The Fresh Flute success led to four more solo albums, and Kujala’s unique style of flute playing found him highly sought after as one of the busiest Los Angeles studio session musicians. To date, his flute can be heard on thousands of recordings, motion pictures, TV shows and commercials. His songs and compositions (over 200 copyrights) have found their way onto his own album projects, film and TV soundtracks, and national ad campaigns – most notably those of Zoloft and Lexus. His Holiday song “Family and Friends” has been the centerpiece of Lexus’s “December To Remember” campaign (the “surprise” gift of a brand new Lexus with a big red bow on top) every year since 1999, and thus has become a virtual “hit” song heard (at least subliminally) by millions of people.

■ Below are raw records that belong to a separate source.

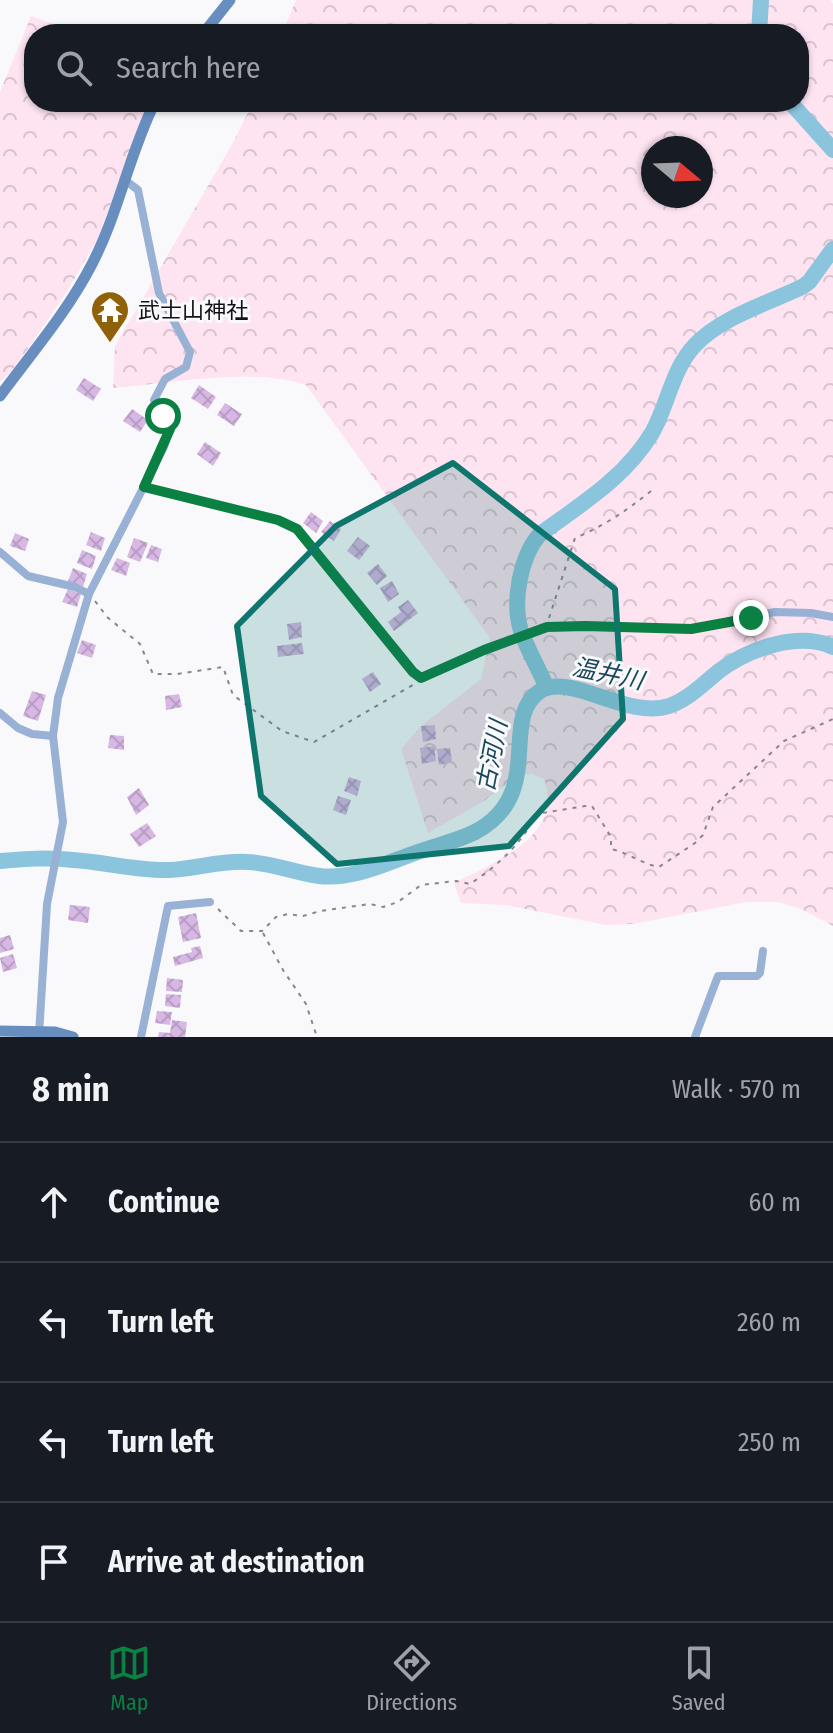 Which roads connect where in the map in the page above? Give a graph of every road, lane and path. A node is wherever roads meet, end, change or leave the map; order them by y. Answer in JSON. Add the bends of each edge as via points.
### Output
{"nodes":[{"id":1,"x":230,"y":0,"type":"edge"},
{"id":2,"x":211,"y":24,"type":"edge"},
{"id":3,"x":150,"y":112,"type":"edge"},
{"id":4,"x":125,"y":180,"type":"junction"},
{"id":5,"x":0,"y":396,"type":"edge"},
{"id":6,"x":144,"y":487,"type":"junction"},
{"id":7,"x":651,"y":491,"type":"dead end"},
{"id":8,"x":0,"y":552,"type":"edge"},
{"id":9,"x":89,"y":594,"type":"junction"},
{"id":10,"x":833,"y":617,"type":"edge"},
{"id":11,"x":547,"y":627,"type":"junction"},
{"id":12,"x":421,"y":678,"type":"junction"},
{"id":13,"x":0,"y":713,"type":"edge"},
{"id":14,"x":833,"y":719,"type":"edge"},
{"id":15,"x":53,"y":736,"type":"junction"},
{"id":16,"x":210,"y":902,"type":"joint"},
{"id":17,"x":262,"y":931,"type":"junction"},
{"id":18,"x":763,"y":951,"type":"dead end"},
{"id":19,"x":0,"y":1031,"type":"edge"},
{"id":20,"x":39,"y":1034,"type":"edge"},
{"id":21,"x":73,"y":1037,"type":"edge"},
{"id":22,"x":141,"y":1037,"type":"edge"},
{"id":23,"x":317,"y":1037,"type":"edge"},
{"id":24,"x":695,"y":1037,"type":"edge"}],
"edges":[{"from":1,"to":2,"type":"main road"},
{"from":3,"to":4,"type":"main road"},
{"from":4,"to":5,"type":"main road","via":[[91,266]]},
{"from":4,"to":6,"type":"street","via":[[138,190],[159,293],[190,352],[186,367],[165,379],[154,400],[170,429]]},
{"from":6,"to":9,"type":"street"},
{"from":6,"to":12,"type":"street","via":[[297,529]]},
{"from":7,"to":11,"type":"path","via":[[601,527],[575,538]]},
{"from":8,"to":9,"type":"street","via":[[28,576]]},
{"from":9,"to":12,"type":"path","via":[[140,644],[153,674],[223,667],[233,695],[282,731],[314,742]]},
{"from":9,"to":15,"type":"street","via":[[58,698]]},
{"from":10,"to":11,"type":"street","via":[[775,612],[691,629]]},
{"from":11,"to":12,"type":"street"},
{"from":13,"to":15,"type":"street","via":[[18,728]]},
{"from":14,"to":17,"type":"path","via":[[784,741],[713,807],[703,835],[659,867],[611,849],[611,837],[592,806],[548,812],[536,814],[519,842],[470,884],[421,885],[383,907],[288,914],[276,917]]},
{"from":15,"to":20,"type":"street","via":[[63,822],[47,904]]},
{"from":16,"to":17,"type":"path","via":[[241,931]]},
{"from":16,"to":22,"type":"street","via":[[168,906]]},
{"from":17,"to":23,"type":"path","via":[[306,1004]]},
{"from":18,"to":24,"type":"street","via":[[757,976],[718,976]]},
{"from":19,"to":20,"type":"main road"},
{"from":20,"to":21,"type":"main road"}]} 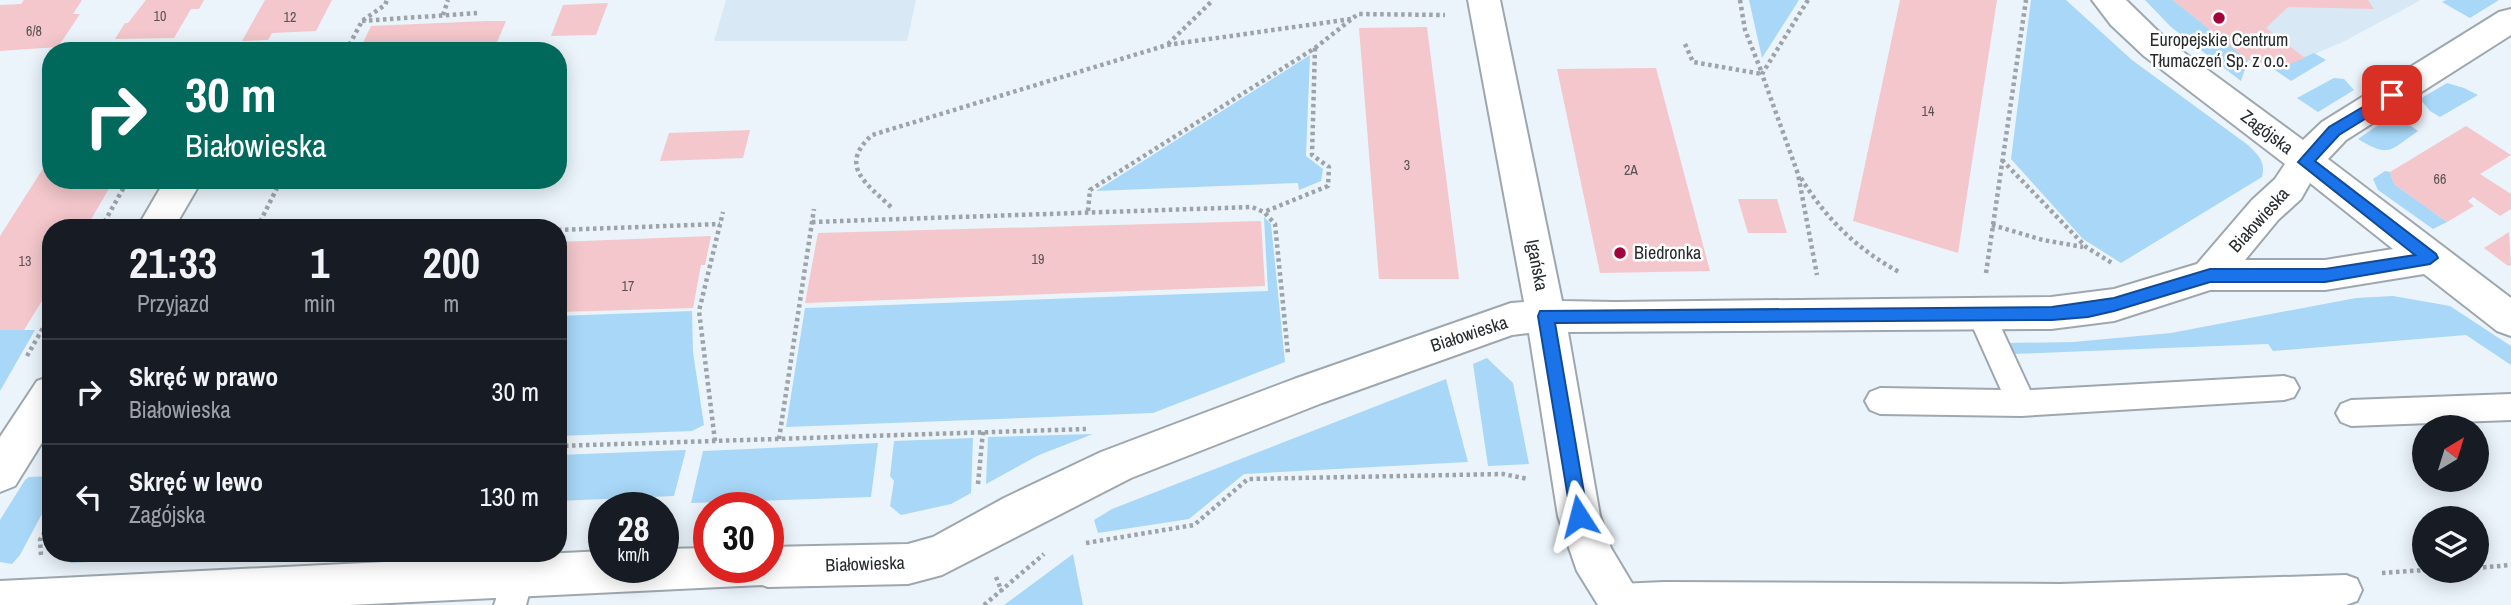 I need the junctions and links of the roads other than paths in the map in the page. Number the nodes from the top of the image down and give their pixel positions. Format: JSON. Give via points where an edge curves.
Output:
{"nodes":[{"id":1,"x":1484,"y":0,"type":"edge"},
{"id":2,"x":2108,"y":0,"type":"edge"},
{"id":3,"x":2511,"y":20,"type":"edge"},
{"id":4,"x":2305,"y":162,"type":"junction"},
{"id":5,"x":179,"y":189,"type":"edge"},
{"id":6,"x":160,"y":219,"type":"edge"},
{"id":7,"x":2430,"y":258,"type":"junction"},
{"id":8,"x":2210,"y":275,"type":"junction"},
{"id":9,"x":1983,"y":297,"type":"junction"},
{"id":10,"x":1546,"y":316,"type":"junction"},
{"id":11,"x":2511,"y":320,"type":"edge"},
{"id":12,"x":2284,"y":388,"type":"dead end"},
{"id":13,"x":1881,"y":401,"type":"dead end"},
{"id":14,"x":2021,"y":403,"type":"junction"},
{"id":15,"x":42,"y":407,"type":"edge"},
{"id":16,"x":2511,"y":408,"type":"edge"},
{"id":17,"x":2351,"y":413,"type":"dead end"},
{"id":18,"x":0,"y":473,"type":"edge"},
{"id":19,"x":784,"y":567,"type":"edge"},
{"id":20,"x":693,"y":573,"type":"edge"},
{"id":21,"x":2346,"y":590,"type":"dead end"},
{"id":22,"x":514,"y":591,"type":"edge"},
{"id":23,"x":0,"y":602,"type":"edge"},
{"id":24,"x":1621,"y":602,"type":"edge"}],
"edges":[{"from":1,"to":10,"type":"street","name":"Igańska"},
{"from":2,"to":4,"type":"street","name":"Zagójska","via":[[2184,71]]},
{"from":3,"to":4,"type":"street","name":"Białowieska","via":[[2334,131]]},
{"from":4,"to":7,"type":"street","name":"Zagójska"},
{"from":4,"to":8,"type":"street","name":"Białowieska","via":[[2288,189]]},
{"from":5,"to":6,"type":"street"},
{"from":7,"to":8,"type":"street","name":"Białowieska","via":[[2325,275]]},
{"from":7,"to":11,"type":"street","name":"Zagójska"},
{"from":8,"to":9,"type":"street","name":"Białowieska","via":[[2088,310]]},
{"from":9,"to":10,"type":"street","name":"Białowieska","via":[[1615,318]]},
{"from":9,"to":14,"type":"lane"},
{"from":10,"to":19,"type":"street","name":"Białowieska","via":[[1482,327],[1116,465],[942,555],[908,564]]},
{"from":10,"to":24,"type":"street","name":"Igańska","via":[[1579,516],[1592,557]]},
{"from":12,"to":14,"type":"lane"},
{"from":13,"to":14,"type":"lane"},
{"from":15,"to":18,"type":"street"},
{"from":16,"to":17,"type":"lane"},
{"from":20,"to":22,"type":"street"},
{"from":21,"to":24,"type":"lane","via":[[2060,599],[1664,597]]},
{"from":22,"to":23,"type":"street"}]} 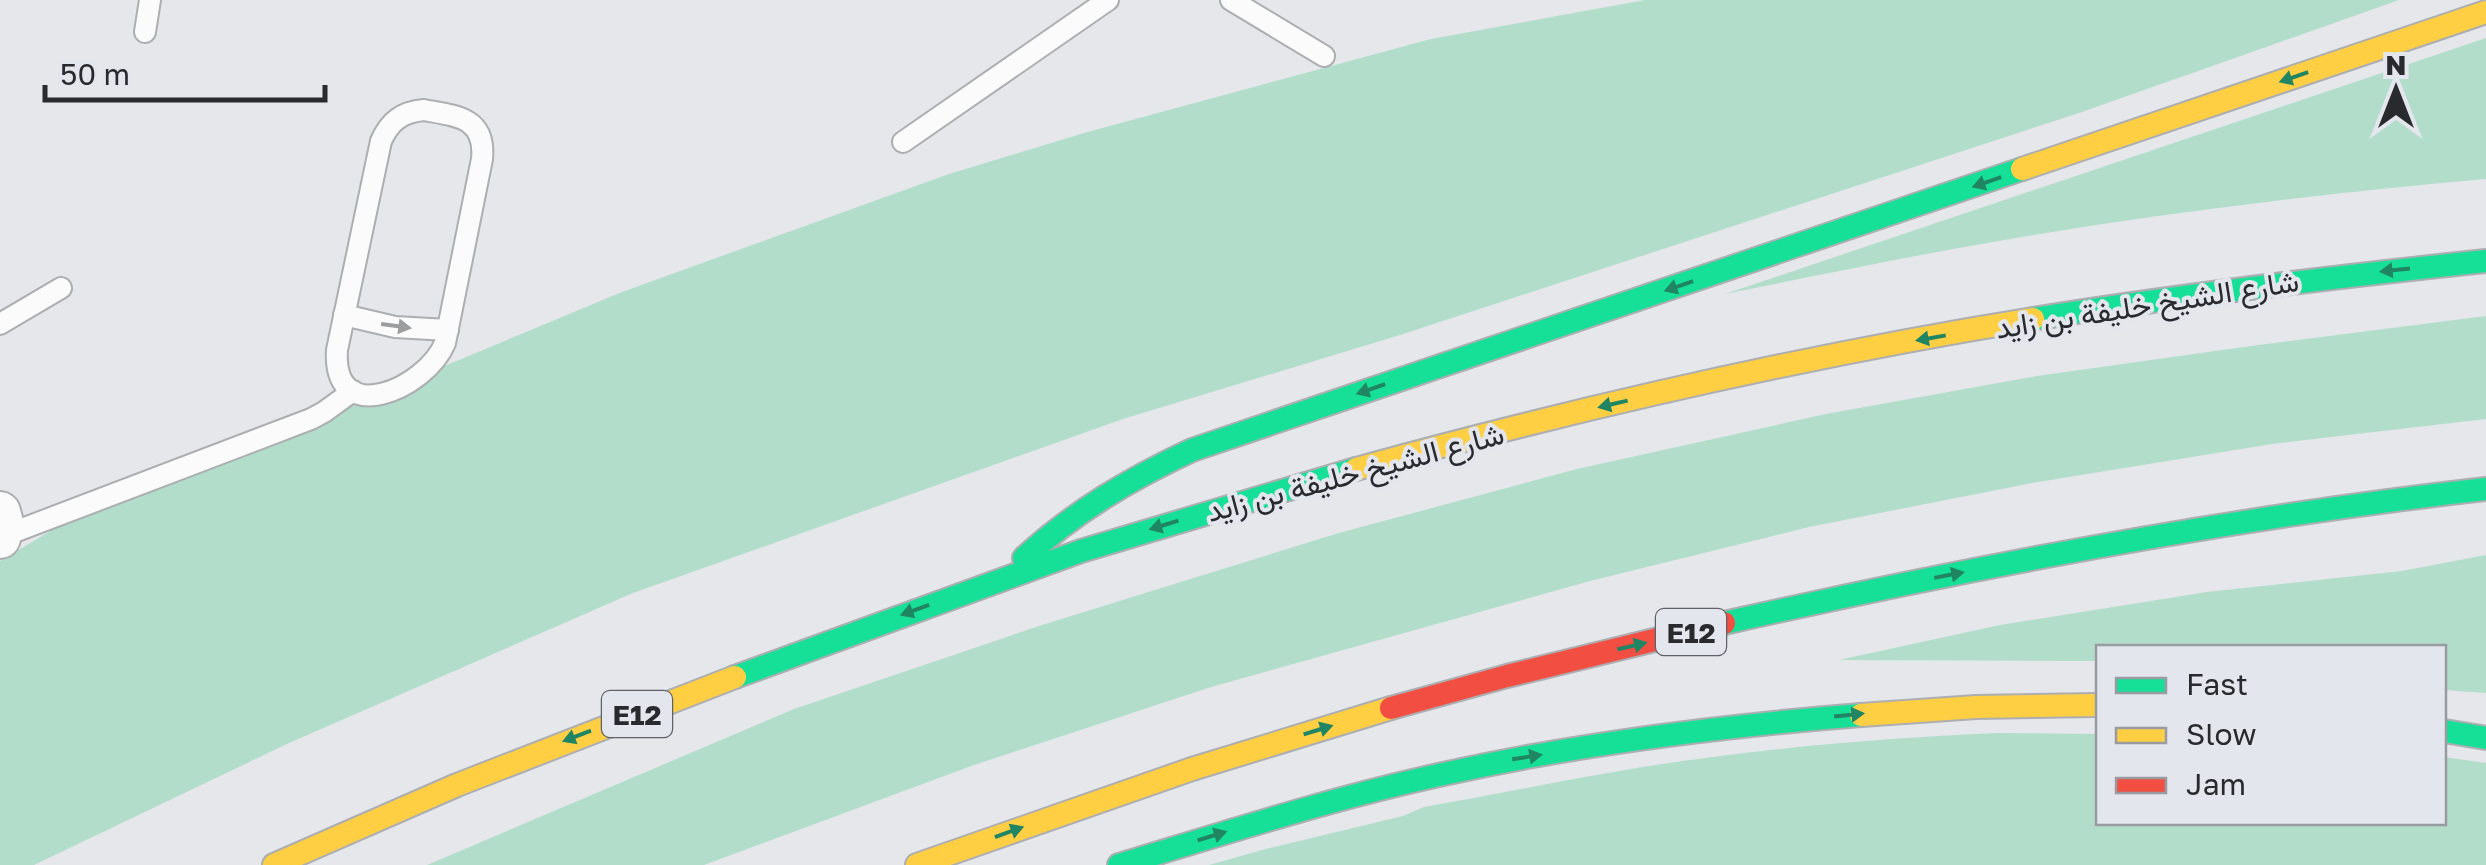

Grammy and Juno award winning lyricists have written words to Kujala’s songs, including Shirley Eikhard (who penned Bonnie Raitt’s Grammy-winning Let’s Give Them Something To Talk About), Eddie Schwartz (who penned the classic Hit Me With Your Best Shot for Pat Benatar), Lorraine Feather (emmy-award winning lyricist and daughter of famed jazz critic Leonard Feather) and many others. And Kujala has also pursued a second profession as a voiceover talent, lending his basso-profundo to movies (as the voice of Robotruck in the late Charlton Heston’s movie Solar Crisis, e.g.), commercials (the voice of Taco Bell’s “Pog,Pog,Pog” e.g.), radio I.D.’s (Radio Tokyo) and others.
A stalwart of the Hollywood studio scene, Kujala can be heard on nearly 600 movie soundtracks, and has been the featured flutist on 30 of Thomas Newman’s scores since 1993. (see FRETLESS FLICKS). Kujala has been the principal piccolo player of the Hollywood Bowl Orchestra for the last twenty years, having performed over 400 concerts with many of the world’s top performers and acts. He has also been seen on two PBS concerts, with Josh Groban (at the Pasadena Playhouse) and Il Divo (at The Greek Theater). In addition to his studio work, Kujala has also been the featured flutist with the L.A. production of The Lion King (playing 14 different ethnic flutes!) for two years, Wicked, The Producers and Phantom of the Opera, among others. Steve has been a Yamaha Performing Artist since 1980, and plays on a Yamaha 9K gold YFL-991 flute.